▸ **WORK INSTRUCTIONS**: Each line below with the word "edges" needs to be copied.

▸ **DATA RECORDS**:

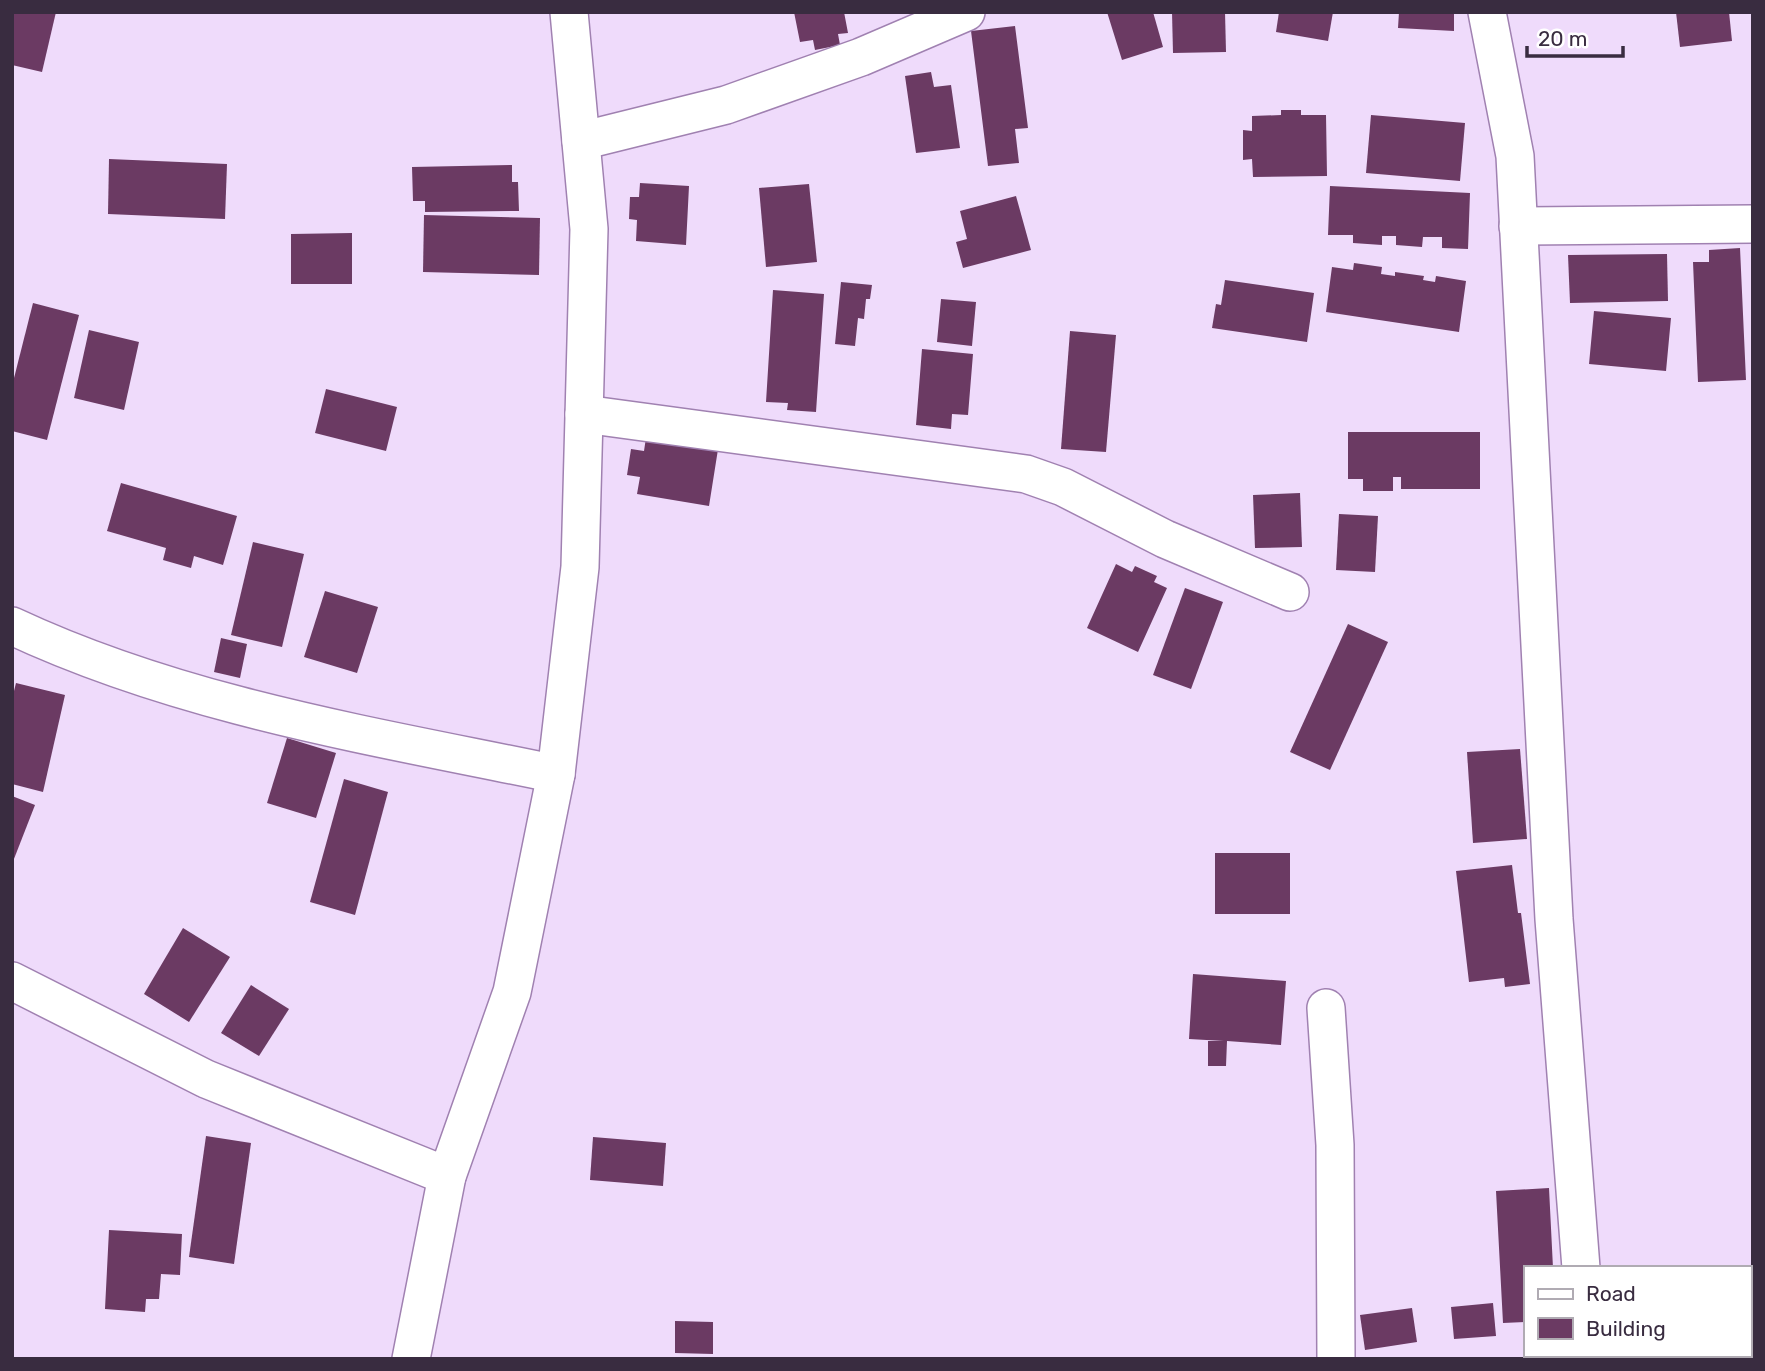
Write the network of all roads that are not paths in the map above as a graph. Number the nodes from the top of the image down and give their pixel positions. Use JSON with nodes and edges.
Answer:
{"nodes":[{"id":1,"x":569,"y":12,"type":"edge"},
{"id":2,"x":966,"y":12,"type":"edge"},
{"id":3,"x":1487,"y":12,"type":"edge"},
{"id":4,"x":580,"y":141,"type":"junction"},
{"id":5,"x":1753,"y":224,"type":"edge"},
{"id":6,"x":1518,"y":226,"type":"junction"},
{"id":7,"x":584,"y":414,"type":"junction"},
{"id":8,"x":1290,"y":592,"type":"dead end"},
{"id":9,"x":12,"y":626,"type":"edge"},
{"id":10,"x":556,"y":774,"type":"junction"},
{"id":11,"x":12,"y":981,"type":"edge"},
{"id":12,"x":1326,"y":1008,"type":"dead end"},
{"id":13,"x":447,"y":1176,"type":"junction"},
{"id":14,"x":1581,"y":1266,"type":"edge"},
{"id":15,"x":411,"y":1359,"type":"edge"},
{"id":16,"x":1336,"y":1359,"type":"edge"}],
"edges":[{"from":1,"to":4,"type":"street"},
{"from":2,"to":4,"type":"street"},
{"from":3,"to":6,"type":"street"},
{"from":4,"to":7,"type":"street"},
{"from":5,"to":6,"type":"street"},
{"from":6,"to":14,"type":"street"},
{"from":7,"to":8,"type":"street"},
{"from":7,"to":10,"type":"street"},
{"from":9,"to":10,"type":"street"},
{"from":10,"to":13,"type":"street"},
{"from":11,"to":13,"type":"street"},
{"from":12,"to":16,"type":"street"},
{"from":13,"to":15,"type":"street"}]}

▸ **RESULT OF THE EXERCISE**:
Write the network of all roads that are not paths in the map above as a graph. Number the nodes from the top of the image down and give their pixel positions. Use JSON with nodes and edges.
"edges":[{"from":1,"to":4,"type":"street"},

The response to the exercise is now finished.